Human Computer Interaction is Fashionable Again
At the recent Strata conference I attended, one presentation in particular stood out. Eric Colson, Chief Analytics Officer of StitchFix, gave a quick 10 minute talk about his company’s approach to product recommendations. Stitchfix is a company that sends its customers 5 hand-picked items and the customer only pays for what she decides to keep. The success of this company is wholly dependent on its ability to recommend the right items - thoughtful consideration is how he characterized it. While that’s interesting in and of itself, what struck me most was that Colson, a former VP of Data Science at Netflix, has adopted a pragmatic approach of algorithms + human stylists to create a complementary and reinforcing system.
While Amazon has of course paved the way with machine learning in a commercial environment, more companies are waking up to the fact that they are sitting on untapped human intelligence within their organizations, and the path forward to competitive advantage is predicated on weaving that human intelligence into the fabric of the organization.
Whether it’s Twitter using humans to adjudge the context of fast-moving keyword trends, search engines incorporating social search results (which I wrote about last year), retailers leveraging the voice of their merchants, or CD Baby creating their listening algorithm, there’s an undeniable trend emerging of human + computer interaction.

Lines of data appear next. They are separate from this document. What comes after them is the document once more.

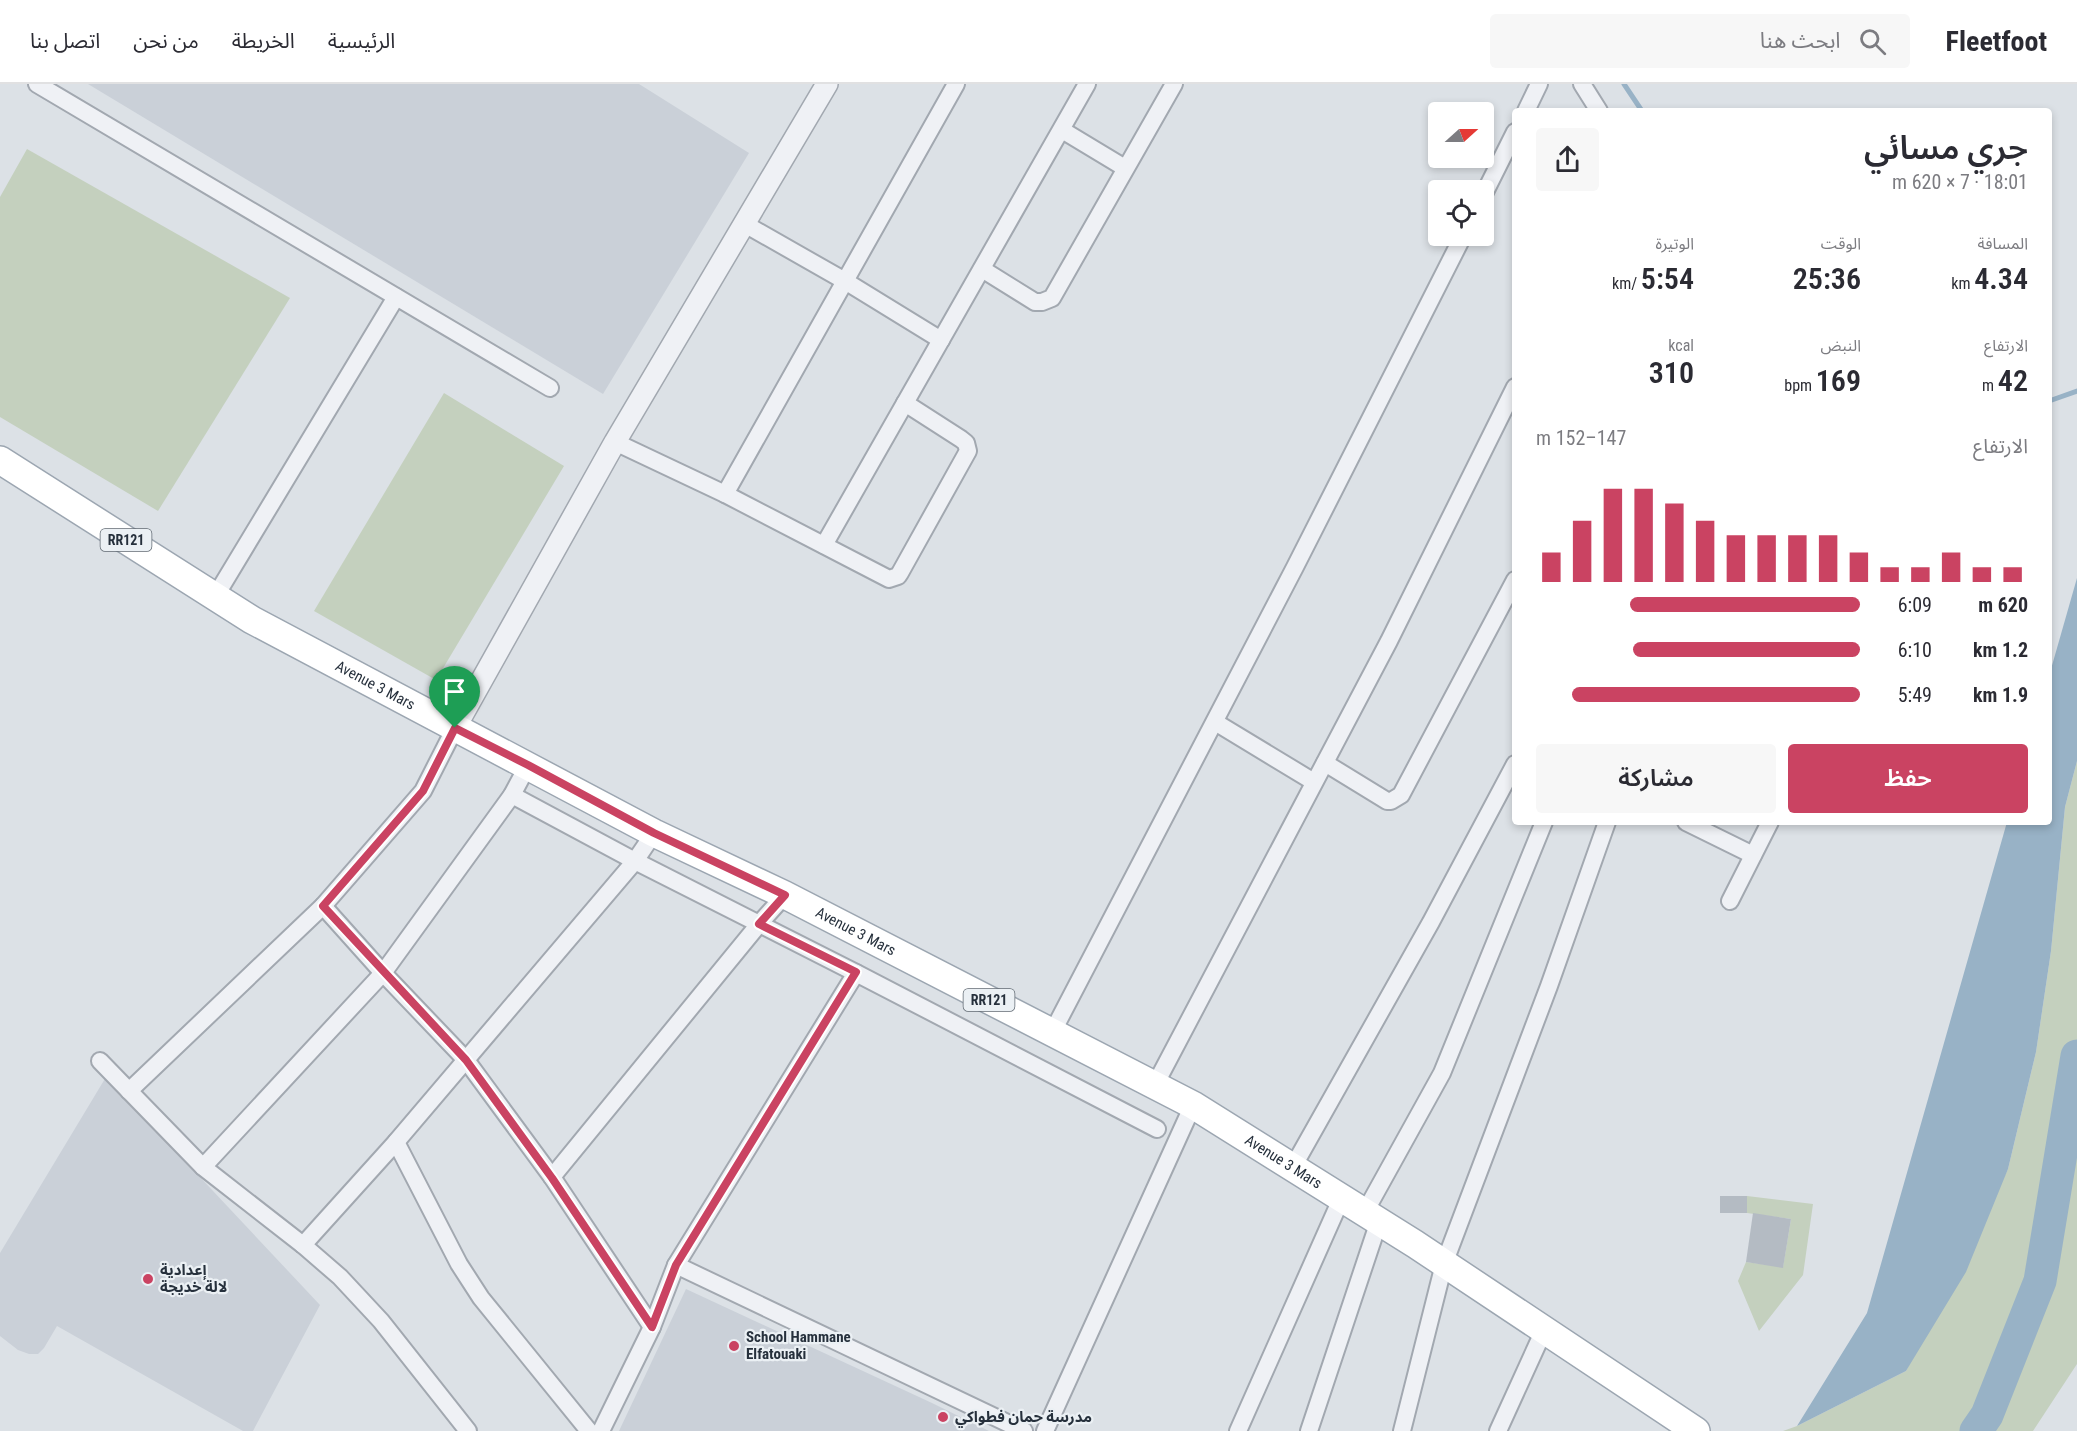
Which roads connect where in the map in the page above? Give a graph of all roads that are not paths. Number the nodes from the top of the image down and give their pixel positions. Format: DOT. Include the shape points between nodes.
graph roads {
  1 [pos="37,84"];
  2 [pos="827,84"];
  3 [pos="956,84"];
  4 [pos="1087,84"];
  5 [pos="1173,84"];
  6 [pos="1539,84"];
  7 [pos="1582,84"];
  8 [pos="1527,108"];
  9 [pos="1597,108"];
  10 [pos="1062,130"];
  11 [pos="1512,138"];
  12 [pos="1125,168"];
  13 [pos="1491,180"];
  14 [pos="743,223"];
  15 [pos="1458,246"];
  16 [pos="982,269"];
  17 [pos="845,281"];
  18 [pos="396,297"];
  19 [pos="941,340"];
  20 [pos="550,388"];
  21 [pos="1512,393"];
  22 [pos="905,404"];
  23 [pos="615,442"];
  24 [pos="0,460"];
  25 [pos="725,494"];
  26 [pos="824,545"];
  27 [pos="1512,586"];
  28 [pos="215,597"];
  29 [pos="1215,722"];
  30 [pos="455,728"];
  31 [pos="1325,763"];
  32 [pos="528,765"];
  33 [pos="1512,770"];
  34 [pos="1314,782"];
  35 [pos="512,795"];
  36 [pos="1543,825"];
  37 [pos="1606,825"];
  38 [pos="1692,825"];
  39 [pos="1768,825"];
  40 [pos="654,833"];
  41 [pos="1753,855"];
  42 [pos="635,861"];
  43 [pos="785,895"];
  44 [pos="1730,901"];
  45 [pos="323,906"];
  46 [pos="759,924"];
  47 [pos="856,972"];
  48 [pos="383,973"];
  49 [pos="1052,1033"];
  50 [pos="466,1060"];
  51 [pos="100,1061"];
  52 [pos="1155,1085"];
  53 [pos="129,1091"];
  54 [pos="1194,1105"];
  55 [pos="1157,1129"];
  56 [pos="396,1142"];
  57 [pos="203,1167"];
  58 [pos="1293,1167"];
  59 [pos="552,1178"];
  60 [pos="1342,1197"];
  61 [pos="1372,1217"];
  62 [pos="303,1245"];
  63 [pos="1444,1264"];
  64 [pos="676,1265"];
  65 [pos="652,1327"];
  66 [pos="1544,1329"];
  67 [pos="468,1431"];
  68 [pos="589,1431"];
  69 [pos="601,1431"];
  70 [pos="1024,1431"];
  71 [pos="1045,1431"];
  72 [pos="1238,1431"];
  73 [pos="1309,1431"];
  74 [pos="1402,1431"];
  75 [pos="1498,1431"];
  76 [pos="1696,1431"];
  1 -- 18 [label="street"];
  2 -- 14 [label="street"];
  3 -- 17 [label="street"];
  4 -- 10 [label="street"];
  5 -- 12 [label="street"];
  6 -- 8 [label="street"];
  7 -- 9 [label="street"];
  10 -- 12 [label="street"];
  10 -- 16 [label="street"];
  11 -- 13 [label="street"];
  12 -- 16 [label="street" via="1048,300 1035,302"];
  14 -- 17 [label="street"];
  14 -- 23 [label="street"];
  15 -- 29 [label="street"];
  16 -- 19 [label="street"];
  17 -- 19 [label="street"];
  17 -- 25 [label="street"];
  18 -- 20 [label="street"];
  18 -- 28 [label="street"];
  19 -- 22 [label="street"];
  21 -- 31 [label="street"];
  22 -- 26 [label="street"];
  22 -- 26 [label="street" via="968,447 900,573 889,579"];
  23 -- 25 [label="street"];
  23 -- 30 [label="street"];
  24 -- 28 [label="main road, Avenue 3 Mars / RR121"];
  25 -- 26 [label="street"];
  27 -- 31 [label="street" via="1401,795 1387,801"];
  28 -- 30 [label="main road, Avenue 3 Mars / RR121"];
  29 -- 34 [label="street"];
  29 -- 49 [label="street"];
  30 -- 32 [label="main road, Avenue 3 Mars / RR121"];
  30 -- 45 [label="street" via="423,791"];
  31 -- 34 [label="street"];
  32 -- 35 [label="street"];
  32 -- 40 [label="main road, Avenue 3 Mars / RR121"];
  33 -- 58 [label="street"];
  34 -- 52 [label="street"];
  35 -- 42 [label="street"];
  35 -- 48 [label="street"];
  36 -- 61 [label="street" via="1442,1073"];
  37 -- 63 [label="street"];
  38 -- 41 [label="street"];
  39 -- 41 [label="street"];
  40 -- 42 [label="street"];
  40 -- 43 [label="main road, Avenue 3 Mars / RR121"];
  41 -- 44 [label="street"];
  42 -- 46 [label="street"];
  42 -- 50 [label="street"];
  43 -- 46 [label="street"];
  43 -- 49 [label="main road, Avenue 3 Mars / RR121"];
  45 -- 48 [label="street"];
  45 -- 53 [label="street"];
  46 -- 47 [label="street"];
  46 -- 59 [label="street"];
  47 -- 55 [label="street"];
  47 -- 64 [label="street"];
  48 -- 50 [label="street"];
  48 -- 57 [label="street"];
  49 -- 52 [label="main road, Avenue 3 Mars / RR121"];
  50 -- 56 [label="street"];
  50 -- 59 [label="street"];
  51 -- 53 [label="street"];
  52 -- 54 [label="main road, Avenue 3 Mars / RR121"];
  53 -- 57 [label="street"];
  54 -- 58 [label="main road, Avenue 3 Mars / RR121"];
  54 -- 71 [label="street"];
  56 -- 62 [label="street"];
  56 -- 68 [label="street" via="459,1264 481,1298"];
  57 -- 62 [label="street"];
  58 -- 60 [label="main road, Avenue 3 Mars / RR121"];
  59 -- 65 [label="street"];
  60 -- 61 [label="main road, Avenue 3 Mars / RR121"];
  60 -- 72 [label="street"];
  61 -- 63 [label="main road, Avenue 3 Mars / RR121"];
  61 -- 73 [label="street" via="1326,1386"];
  62 -- 67 [label="street" via="381,1321"];
  63 -- 66 [label="main road, Avenue 3 Mars / RR121"];
  63 -- 74 [label="street"];
  64 -- 65 [label="street"];
  64 -- 70 [label="street"];
  65 -- 69 [label="street"];
  66 -- 75 [label="street"];
  66 -- 76 [label="main road, Avenue 3 Mars / RR121"];
}
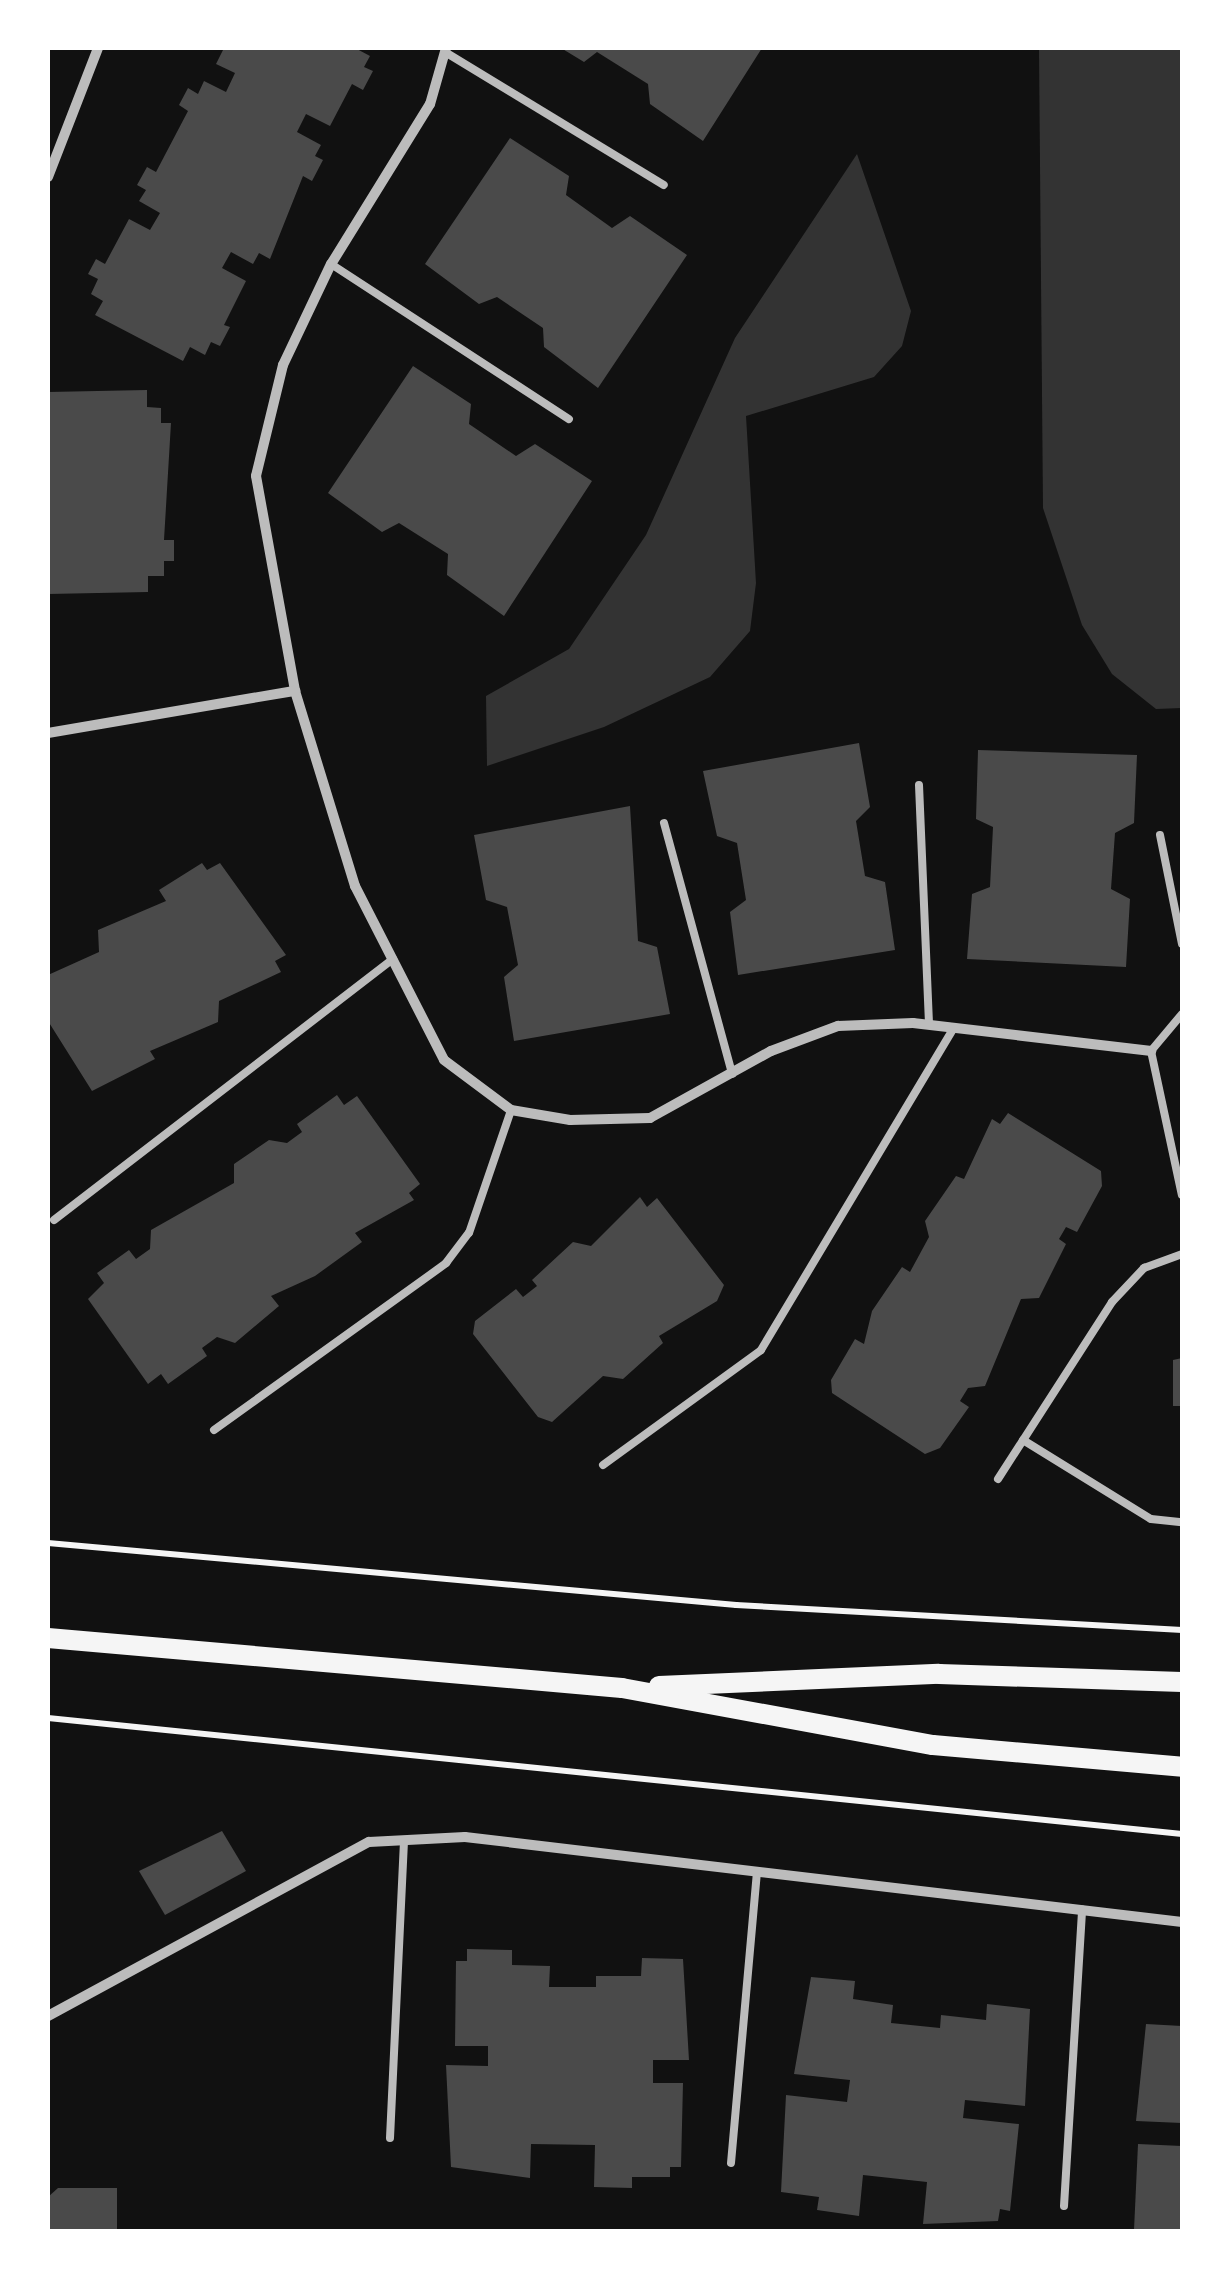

In the data lab at Nordstrom, our thinking around machine learning and scalable systems is heavily influenced by challenging ourselves to think about how we can incorporate 112 years of human intelligence built up around this company. However, if we think of our stylists and merchants as consumers, the question always has to be what value we’re giving back to them. In the same way that Facebook provides a service to consumers in exchange for mining their data that’s in turn monetized, so too must we always be thinking about the service we’re providing back to the merchants and stylists in exchange for mining their intelligence.